§ THE INPUT
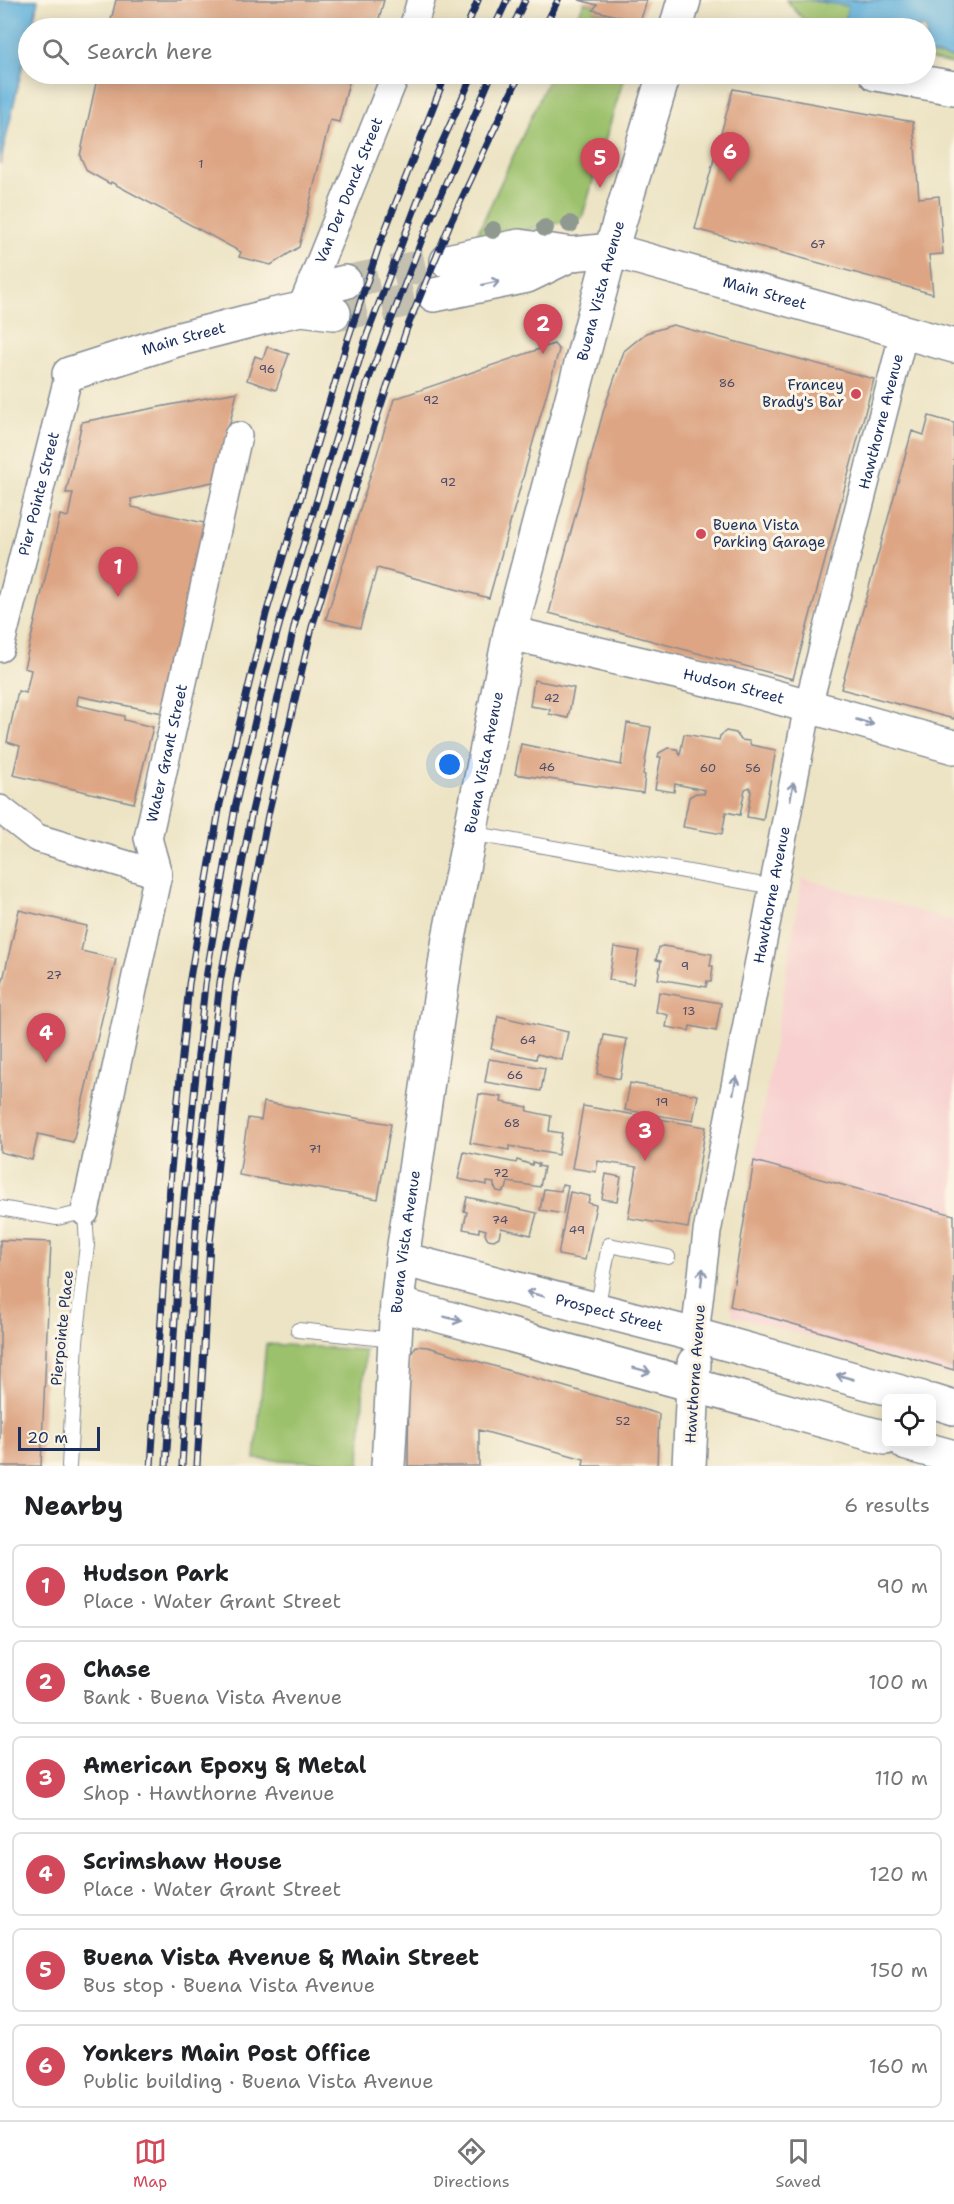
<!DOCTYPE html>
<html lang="en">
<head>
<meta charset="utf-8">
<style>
	body { margin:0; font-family:"Shantell Sans",sans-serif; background:#f2f2f2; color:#202124 }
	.controls { position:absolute; right:18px; bottom:18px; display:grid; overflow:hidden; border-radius:9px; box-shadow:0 3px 15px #0003 }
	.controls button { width:54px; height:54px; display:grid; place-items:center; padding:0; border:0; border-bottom:2px solid #e0e0e0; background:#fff; color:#202124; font:30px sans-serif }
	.scale { position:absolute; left:18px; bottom:15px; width:82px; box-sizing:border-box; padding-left:6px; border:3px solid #1b2f5e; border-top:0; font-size:16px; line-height:21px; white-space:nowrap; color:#1b2f5e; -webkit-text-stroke:4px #fcf5e5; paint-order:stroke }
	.you { position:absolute; left:450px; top:765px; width:21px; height:21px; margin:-15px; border:4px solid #fff; border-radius:50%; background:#1a73e8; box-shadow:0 0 0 9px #1a73e833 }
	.badge { display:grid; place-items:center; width:39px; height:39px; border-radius:50%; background:#d1495b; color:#fff; font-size:20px; font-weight:700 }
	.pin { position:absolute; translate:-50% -50px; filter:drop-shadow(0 2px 3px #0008) }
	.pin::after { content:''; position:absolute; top:32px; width:21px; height:18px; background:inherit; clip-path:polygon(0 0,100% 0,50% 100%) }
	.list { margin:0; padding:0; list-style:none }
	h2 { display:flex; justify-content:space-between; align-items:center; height:78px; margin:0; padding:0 24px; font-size:26px }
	h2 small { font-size:20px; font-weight:400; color:#757577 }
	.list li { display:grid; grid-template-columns:39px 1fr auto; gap:18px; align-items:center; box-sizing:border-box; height:84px; margin:0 12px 12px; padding:0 12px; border:2px solid #e0e0e0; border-radius:9px }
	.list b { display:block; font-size:22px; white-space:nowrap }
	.list p { margin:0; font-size:20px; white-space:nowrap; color:#757577 }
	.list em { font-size:20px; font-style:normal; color:#757577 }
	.icon { flex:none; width:33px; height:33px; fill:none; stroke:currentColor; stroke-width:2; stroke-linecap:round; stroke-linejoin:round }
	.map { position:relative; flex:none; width:954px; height:1466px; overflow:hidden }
	.search { position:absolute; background:#fff; box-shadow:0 3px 15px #0003; left:18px; right:18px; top:18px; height:66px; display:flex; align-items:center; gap:15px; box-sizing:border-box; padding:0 21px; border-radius:33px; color:#757577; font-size:22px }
	.sheet { height:654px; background:#fff }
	nav { display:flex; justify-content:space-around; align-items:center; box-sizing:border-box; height:84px; border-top:2px solid #e0e0e0; background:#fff; font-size:16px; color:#757577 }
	nav a { display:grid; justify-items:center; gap:3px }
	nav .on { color:#d1495b }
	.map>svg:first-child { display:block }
	.built { fill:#f7d0cf }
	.green { fill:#9cc16c; stroke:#5c7865; stroke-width:1.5 }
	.water { fill:#61b1db; stroke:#3e709c; stroke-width:1.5 }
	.building { fill:#dda584 }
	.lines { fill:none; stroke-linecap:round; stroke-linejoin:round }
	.secondary-tunnel { stroke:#c3c0b0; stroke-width:33; stroke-dasharray:33 16; stroke-linecap:butt }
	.lane-casing { stroke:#848a92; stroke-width:16 }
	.street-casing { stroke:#848a92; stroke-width:30 }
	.secondary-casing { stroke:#848a92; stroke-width:36 }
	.lane { stroke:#fff; stroke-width:14 }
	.street { stroke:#fff; stroke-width:27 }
	.secondary { stroke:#fff; stroke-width:33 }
	.rail-casing { stroke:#1b2f5e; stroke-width:7 }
	.rail { stroke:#fcf5e5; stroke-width:4.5; stroke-dasharray:14; stroke-linecap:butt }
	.tree { fill:#8f998f }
	.oneway { stroke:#8d97ae }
	.poi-dot { fill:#d1495b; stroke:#fcf5e5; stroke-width:2 }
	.labels { text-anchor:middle; stroke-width:6; stroke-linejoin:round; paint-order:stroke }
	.number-label { font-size:12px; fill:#4c4c68 }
	.street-label { font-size:15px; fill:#1b2f5e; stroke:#fcf5e5 }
	.poi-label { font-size:15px; fill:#1b2f5e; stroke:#fcf5e5; text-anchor:end }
</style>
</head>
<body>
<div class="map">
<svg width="954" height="1466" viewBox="0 0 954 1466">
	<rect width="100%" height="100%" fill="#fcf5e5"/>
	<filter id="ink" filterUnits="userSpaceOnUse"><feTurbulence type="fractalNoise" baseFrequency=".0167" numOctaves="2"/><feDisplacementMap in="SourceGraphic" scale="12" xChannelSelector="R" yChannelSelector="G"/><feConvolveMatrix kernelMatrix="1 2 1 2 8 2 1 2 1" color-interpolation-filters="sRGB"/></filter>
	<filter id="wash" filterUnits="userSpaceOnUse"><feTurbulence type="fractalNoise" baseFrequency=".008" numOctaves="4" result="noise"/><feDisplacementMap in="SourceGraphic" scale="24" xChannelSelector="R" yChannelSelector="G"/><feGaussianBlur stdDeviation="1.35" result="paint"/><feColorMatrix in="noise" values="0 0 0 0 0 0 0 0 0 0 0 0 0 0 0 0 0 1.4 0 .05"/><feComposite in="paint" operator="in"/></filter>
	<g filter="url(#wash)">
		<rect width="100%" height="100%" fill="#ede4c5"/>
		<path class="built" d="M802 878 954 921V1375L734 1316 730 1306Z"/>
		<path class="green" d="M786 0H954V64L926 59V28H817L803 19Z
			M584 3 597 5 594 11 640 22 638 28H572Z
			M551 74H625L582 218 474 241Z
			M266 1344 365 1350 360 1464 255 1459Z"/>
		<path class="water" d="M0 0H38L32 28H28V42L0 164Z
			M807 0H954V58L926 53V28H844L848 6Z"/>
		<g id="blocks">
			<path class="building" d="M116 0H384L378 23H376L374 28H109Z
				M579 0H647L640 22 593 10 597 5Z
				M98 74H351L339 122 330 120 299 247 271 265 239 257 241 252 111 182 110 184 87 171 80 156Z
				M733 89 913 122 919 198 939 196 943 254 929 255 933 294 695 229Z
				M673 325 874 379 793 679 549 613 604 409 624 351 646 333Z
				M554 344 559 350 489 598 377 568 360 628 326 619 394 399Z
				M267 347 289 354 276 390 247 380 255 356 263 359Z
				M237 392 217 481 131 499 132 507 213 525 168 714 78 696 77 705 124 716V720L153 727 134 803 13 775 20 746 7 742 18 691 26 693 31 670 24 668 60 515 68 517 73 493H66L82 422Z
				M929 416 954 423V719L841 689 912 431 924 435Z
				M534 680 574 688 568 718 549 714 550 709 530 706Z
				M627 723 651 727 643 774 645 775 643 793 515 774 521 744 621 765Z
				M726 731 736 733 741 740 749 741 751 745 776 750 763 820 747 817 751 792 750 787 745 789 740 815 726 812 722 834 683 827 689 797 696 793 704 794 705 790 675 784 674 792 655 789 661 757H658L659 753 668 748 677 749 680 755 684 734 719 740 720 736Z
				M19 910 87 926 81 951 116 959 73 1142 38 1134 32 1160 0 1152V993Z
				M663 946 712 954 710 966H713L711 982 707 981 706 987 658 979 661 961 656 960 659 947Z
				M614 947 639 951 633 984 609 980Z
				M659 992 721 1003 716 1031 690 1026 689 1031 666 1027 668 1015 656 1012Z
				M498 1016 568 1032 562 1060 537 1054 536 1059 491 1049Z
				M604 1035 627 1039 620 1079 597 1074Z
				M489 1059 545 1068 541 1091 485 1082Z
				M630 1083 698 1095 693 1121 625 1110Z
				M479 1094 502 1097 501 1102 528 1107 527 1111 551 1116 549 1131 562 1133 558 1155 509 1146V1150L470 1143Z
				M264 1102 391 1124 378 1199 239 1175 248 1118 261 1120Z
				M583 1106 706 1127 688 1228 628 1218 637 1167 598 1161 596 1172 572 1168Z
				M464 1152 516 1163 517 1160 532 1165 533 1162 539 1164 538 1166 544 1167 540 1187 508 1182 506 1189 502 1192 497 1191 494 1186V1183L487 1182V1185L458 1179Z
				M754 1161 954 1215V1370L730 1306Z
				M606 1174 621 1177 617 1201 602 1199Z
				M562 1184 568 1185 563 1214 540 1210 544 1189 561 1191Z
				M570 1192 590 1196 588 1203 596 1205 585 1260 558 1255Z
				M467 1197 537 1213 531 1235 501 1228 499 1237 494 1240 488 1239 485 1234 486 1230 479 1228V1232L463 1229 467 1212 464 1211Z
				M0 1240 51 1242 41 1466H0Z
				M416 1346 428 1347 659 1414 657 1466H583L584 1459 479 1430V1466H408L409 1357Z"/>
		</g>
	</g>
	<g filter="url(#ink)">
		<use href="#blocks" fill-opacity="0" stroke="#848a92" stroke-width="1.5"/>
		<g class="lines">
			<path class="secondary-tunnel" d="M345 282 447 261
				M334 313 341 314 434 295"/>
			<g class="lane-casing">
				<path id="lane" d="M470 833 774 887
					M0 1208 57 1218 85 1212 87 1245 76 1341 69 1466
					M597 1310 609 1245 668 1257
					M298 1330 395 1340"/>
			</g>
			<g class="street-casing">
				<g id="street">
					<path d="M413 28 421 0"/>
					<path id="s1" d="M301 309 396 74"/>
					<path id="s2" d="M0 648 69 374"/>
					<path d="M0 809 37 838 158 874"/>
					<path id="s3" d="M85 1212 158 874 148 838 238 436"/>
					<path id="s4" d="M695 1335 707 1232 808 706 904 332"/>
				</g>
			</g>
			<g class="secondary-casing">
				<g id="secondary">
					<path d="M676 28 684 0"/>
					<path d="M876 74 954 88"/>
					<path id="s5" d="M447 261 519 246 572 254 611 250 954 346"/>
					<path d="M434 295 527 276 572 254"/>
					<path d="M301 309 337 284 345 282"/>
					<path id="s6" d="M69 374 176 340 273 315 301 309 334 313"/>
					<path id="s7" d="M510 633 744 688 954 747"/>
					<path id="s8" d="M402 1259 695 1335 922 1398"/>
					<path d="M397 1304 886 1438"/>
					<path d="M932 1401 954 1408"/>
					<path d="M907 1444 954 1457"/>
					<path id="s9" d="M388 1466 397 1304 402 1259 449 938 510 633 611 250 664 74"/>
					<path d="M689 1466 694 1363"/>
				</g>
			</g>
			<use href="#lane" class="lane"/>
			<use href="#street" class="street"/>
			<use href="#secondary" class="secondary"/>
			<g class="rail-casing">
				<path id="rail" d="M466 28 478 0
					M494 28 507 0
					M512 28 525 0
					M544 28 558 0
					M151 1466 171 1171 189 984 220 804 266 614 348 339 379 246 446 74
					M166 1466 180 1237 205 984 235 807 266 673 282 615 367 335 430 169 473 74
					M182 1466 200 1157 220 982 252 811 295 623 368 381 422 239 492 74
					M197 1466 210 1243 236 985 268 815 312 627 376 420 407 328 450 224 520 74"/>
			</g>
			<use href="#rail" class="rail"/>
		</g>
		<g class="tree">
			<circle cx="570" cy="224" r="9"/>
			<circle cx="545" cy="228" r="9"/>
			<circle cx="493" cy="230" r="9"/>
		</g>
		<defs><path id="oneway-shaft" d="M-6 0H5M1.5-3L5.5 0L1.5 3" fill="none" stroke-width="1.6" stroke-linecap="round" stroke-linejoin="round" transform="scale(1.5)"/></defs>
		<g class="oneway">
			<use href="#oneway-shaft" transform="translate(491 283) rotate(-12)"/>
			<use href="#oneway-shaft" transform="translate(865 722) rotate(16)"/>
			<use href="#oneway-shaft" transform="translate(792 791) rotate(-79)"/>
			<use href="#oneway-shaft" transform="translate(735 1085) rotate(-79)"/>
			<use href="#oneway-shaft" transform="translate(702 1277) rotate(-83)"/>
			<use href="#oneway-shaft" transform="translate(535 1294) rotate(-165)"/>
			<use href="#oneway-shaft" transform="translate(453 1319) rotate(15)"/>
			<use href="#oneway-shaft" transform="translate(642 1370) rotate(15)"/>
			<use href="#oneway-shaft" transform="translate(845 1377) rotate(-164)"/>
		</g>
	</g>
	<g class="poi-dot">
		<circle cx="856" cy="394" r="6"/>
		<circle cx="701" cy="534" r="6"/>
	</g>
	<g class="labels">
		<g class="number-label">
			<text x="201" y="168">1</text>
			<text x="818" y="248">67</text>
			<text x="267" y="373">96</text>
			<text x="727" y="387">86</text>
			<text x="431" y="404">92</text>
			<text x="448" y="486">92</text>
			<text x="552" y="702">42</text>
			<text x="547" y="771">46</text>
			<text x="708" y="772">60</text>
			<text x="753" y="772">56</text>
			<text x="685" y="970">9</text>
			<text x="54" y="979">27</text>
			<text x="689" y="1015">13</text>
			<text x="528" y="1044">64</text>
			<text x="515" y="1079">66</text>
			<text x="662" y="1106">19</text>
			<text x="512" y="1127">68</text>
			<text x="315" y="1153">71</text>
			<text x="501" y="1177">72</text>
			<text x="500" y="1224">74</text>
			<text x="577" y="1234">49</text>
			<text x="623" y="1425">52</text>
		</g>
		<g class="street-label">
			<text dy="5" stroke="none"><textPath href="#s1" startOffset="128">Van Der Donck Street</textPath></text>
			<text dy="5" stroke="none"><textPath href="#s9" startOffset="1197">Buena Vista Avenue</textPath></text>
			<text dy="5" stroke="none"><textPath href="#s5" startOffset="326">Main Street</textPath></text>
			<text dy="5" stroke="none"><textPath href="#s6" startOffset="120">Main Street</textPath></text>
			<text dy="5" stroke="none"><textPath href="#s4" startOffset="933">Hawthorne Avenue</textPath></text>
			<text dy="5" stroke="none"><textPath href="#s2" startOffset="159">Pier Pointe Street</textPath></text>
			<text dy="5" stroke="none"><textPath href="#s7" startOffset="230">Hudson Street</textPath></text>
			<text dy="5" stroke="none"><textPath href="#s3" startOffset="470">Water Grant Street</textPath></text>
			<text dy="5" stroke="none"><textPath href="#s9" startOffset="711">Buena Vista Avenue</textPath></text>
			<text dy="5" stroke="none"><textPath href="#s4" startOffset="447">Hawthorne Avenue</textPath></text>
			<text dy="5" stroke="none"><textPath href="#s9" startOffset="225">Buena Vista Avenue</textPath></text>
			<text dy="5" stroke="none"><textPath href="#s8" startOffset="214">Prospect Street</textPath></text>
			<text transform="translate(62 1328) rotate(-84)" y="5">Pierpointe Place</text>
			<text transform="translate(695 1374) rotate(-86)" y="5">Hawthorne Avenue</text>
		</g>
		<g class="poi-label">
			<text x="844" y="390">Francey<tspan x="844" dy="17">Brady's Bar</tspan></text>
			<text x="713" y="530" text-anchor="start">Buena Vista<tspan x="713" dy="17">Parking Garage</tspan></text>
		</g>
	</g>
</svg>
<div class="controls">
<button><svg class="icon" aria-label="locate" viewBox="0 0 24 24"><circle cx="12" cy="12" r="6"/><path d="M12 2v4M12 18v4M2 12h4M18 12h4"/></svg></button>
</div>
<div class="scale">20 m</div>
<div class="you"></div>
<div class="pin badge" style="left:118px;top:597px">1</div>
<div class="pin badge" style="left:543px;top:354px">2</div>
<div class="pin badge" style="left:645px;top:1161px">3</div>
<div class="pin badge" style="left:46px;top:1063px">4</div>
<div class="pin badge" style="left:600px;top:188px">5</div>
<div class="pin badge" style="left:730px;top:182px">6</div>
<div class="search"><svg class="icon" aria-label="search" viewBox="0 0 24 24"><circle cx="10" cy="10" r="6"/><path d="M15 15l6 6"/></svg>Search here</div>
</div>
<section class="sheet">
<h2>Nearby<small>6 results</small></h2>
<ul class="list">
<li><span class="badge">1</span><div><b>Hudson Park</b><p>Place · Water Grant Street</p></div><em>90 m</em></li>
<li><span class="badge">2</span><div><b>Chase</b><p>Bank · Buena Vista Avenue</p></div><em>100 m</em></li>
<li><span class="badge">3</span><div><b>American Epoxy &amp; Metal</b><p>Shop · Hawthorne Avenue</p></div><em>110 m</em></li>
<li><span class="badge">4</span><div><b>Scrimshaw House</b><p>Place · Water Grant Street</p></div><em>120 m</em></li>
<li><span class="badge">5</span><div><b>Buena Vista Avenue &amp; Main Street</b><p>Bus stop · Buena Vista Avenue</p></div><em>150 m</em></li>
<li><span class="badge">6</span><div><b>Yonkers Main Post Office</b><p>Public building · Buena Vista Avenue</p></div><em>160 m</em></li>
</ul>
</section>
<nav>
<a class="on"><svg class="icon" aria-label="map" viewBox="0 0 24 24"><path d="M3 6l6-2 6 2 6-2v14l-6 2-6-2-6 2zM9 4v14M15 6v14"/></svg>Map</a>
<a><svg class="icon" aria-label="directions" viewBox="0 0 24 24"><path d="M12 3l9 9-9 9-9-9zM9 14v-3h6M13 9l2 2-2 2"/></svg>Directions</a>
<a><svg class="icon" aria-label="saved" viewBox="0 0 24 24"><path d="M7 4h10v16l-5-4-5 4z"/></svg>Saved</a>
</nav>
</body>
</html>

§ WORK REQUIRED
Return every line of the listing above where "controls" appears.

§ OUTPUT BELOW
	.controls { position:absolute; right:18px; bottom:18px; display:grid; overflow:hidden; border-radius:9px; box-shadow:0 3px 15px #0003 }
	.controls button { width:54px; height:54px; display:grid; place-items:center; padding:0; border:0; border-bottom:2px solid #e0e0e0; background:#fff; color:#202124; font:30px sans-serif }
<div class="controls">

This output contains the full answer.